Stichwort Bürokratie und Bürokratieabbau: Hier sieht Merz die Europäische Union im Zugzwang. „Alle, die in einer Verwaltung arbeiten, wissen, dass die sehr viele Dinge machen müssen, die vorher im Europarat beschlossen wurden. Ich weiß, was dieser EU-Apparat kann und wie behäbig er sein kann.“ Die EU müsse ihre Politik ändern, um ihre Zustimmung bei der Bevölkerung zu behalten. Sie müsse aufhören, im Kleinen zu viel zu machen, dafür aber im Großen deutlich mehr. Die EU müsse sich nicht mit einem Rauchverbot im Freien beschäftigen, sondern vielmehr damit, welche Handels- und Sicherheitspolitik sie nach der Amtseinführung Donald Trumps machen wolle. Viele Dinge könne man auch in Berlin nur dann angehen, wenn die EU der Regierung die notwenigen Freiräume dafür lasse.

Foto
Oppositionsführer und Kanzlerkandidat Friedrich Merz war am Freitagabend Gastredner beim Wirtschaftsempfang der Stadt Winterberg. © WP | Thomas Winterberg

Stichwort Genehmigung von Projekten: Dass Nicht-Regierungsorganisationen oder Umweltverbände am vielen Stellen im deutschen Planungsrecht und Genehmigungsverfahren beteiligt werden, sei völlig richtig. „Aber wenn das dazu führt, dass sie reine Verhinderungsinstanzen werden, dann ist dieser Gedanke der Beteiligung  ins Gegenteil verdreht worden. Das müsse deutlich reduziert werden. „Dass eine Deutsche Umwelthilfe in Winterberg oder Medebach jedes Vorhaben beklagen kann, das ihr nicht gefällt, das geht nicht mehr. Wir müssen dafür sorgen, dass Genehmigungen schneller gehen.“

Geschlossener auftreten

Viel Beifall bekommt Merz für seine Forderung, dass Deutschland wieder geschlossener mit seinen Nachbarländern auftreten müsse: Merz: „Minister Schäuble hat mir damals einmal gesagt. Der französische Finanzminister ist mein Freund – egal, wie er heißt.“ Diese Art des politischen Denkens und die innere Haltung sei der zerbrochenen Regierungskoalition abhanden gekommen.

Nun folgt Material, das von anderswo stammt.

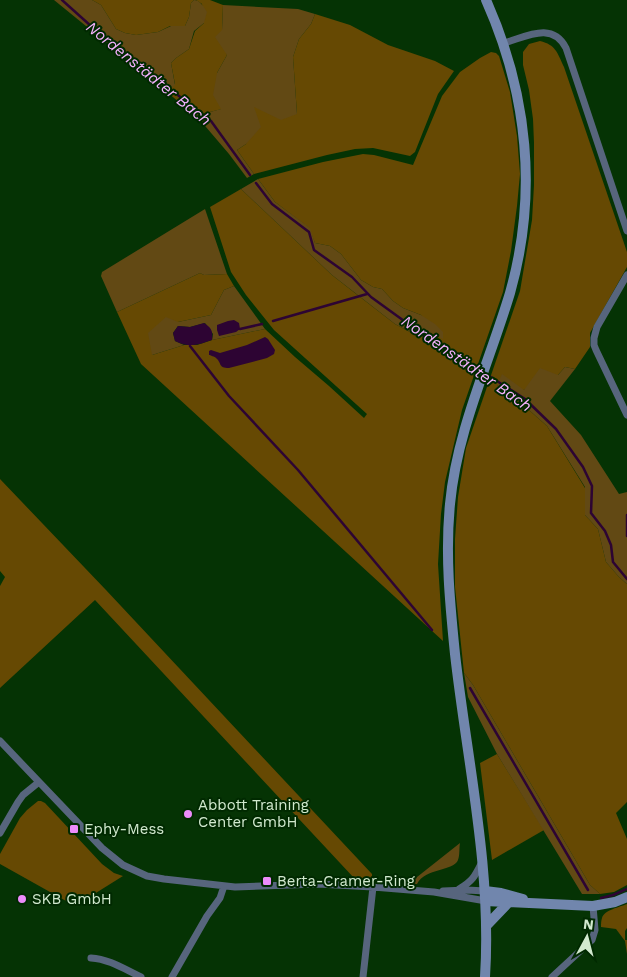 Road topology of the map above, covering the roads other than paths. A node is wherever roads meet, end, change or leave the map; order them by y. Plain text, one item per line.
1 (486, 0) edge
2 (504, 43) junction
3 (627, 231) edge
4 (627, 275) edge
5 (627, 415) edge
6 (0, 741) edge
7 (38, 782) junction
8 (0, 834) edge
9 (482, 861) junction
10 (224, 886) junction
11 (373, 887) junction
12 (458, 890) junction
13 (434, 892) junction
14 (485, 896) junction
15 (627, 897) edge
16 (509, 902) junction
17 (536, 903) junction
18 (593, 906) junction
19 (487, 926) junction
20 (91, 958) dead end
21 (141, 977) edge
22 (172, 977) edge
23 (363, 977) edge
24 (485, 977) edge
25 (552, 977) edge

1 - 2 main road
2 - 3 street
2 - 9 main road
4 - 5 street
6 - 7 street
7 - 8 street
7 - 10 street
9 - 12 street
9 - 14 main road
10 - 11 street
10 - 22 street
11 - 13 street
11 - 23 street
12 - 13 street
12 - 14 street
13 - 14 street
14 - 16 main road
14 - 17 main road
14 - 19 main road
15 - 18 main road
16 - 17 main road
16 - 19 main road
17 - 18 main road
18 - 25 street
19 - 24 main road
20 - 21 street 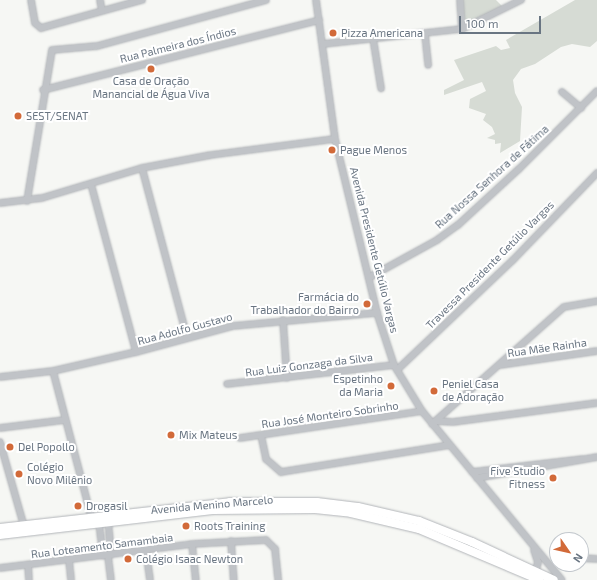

Apropos Koalition: Friedrich Merz: „Ich halte es für so gut wie ausgeschlossen, dass diese Regierung noch einmal zusammenfindet. Wir werden ziemlich sicher bei der Wahl keine absolute Mehrheit bekommen. Aber eine Zusammenarbeit mit der AfD und dem BSW wird es nicht geben.“ Mit Blick zum FDP-Bundestagsabgeordneten Carlo Cronenberg, der auch unter den Gästen war, meinte Merz: „Wir wollen mal schauen, ob die FDP noch mit dabei ist. Das müsst ihr aus eigener Kraft hinbekommen.“ Egal, wer den Weg mit der Union gehe, es müsse ein kooperations- und koalitionsfähiger Partner sein.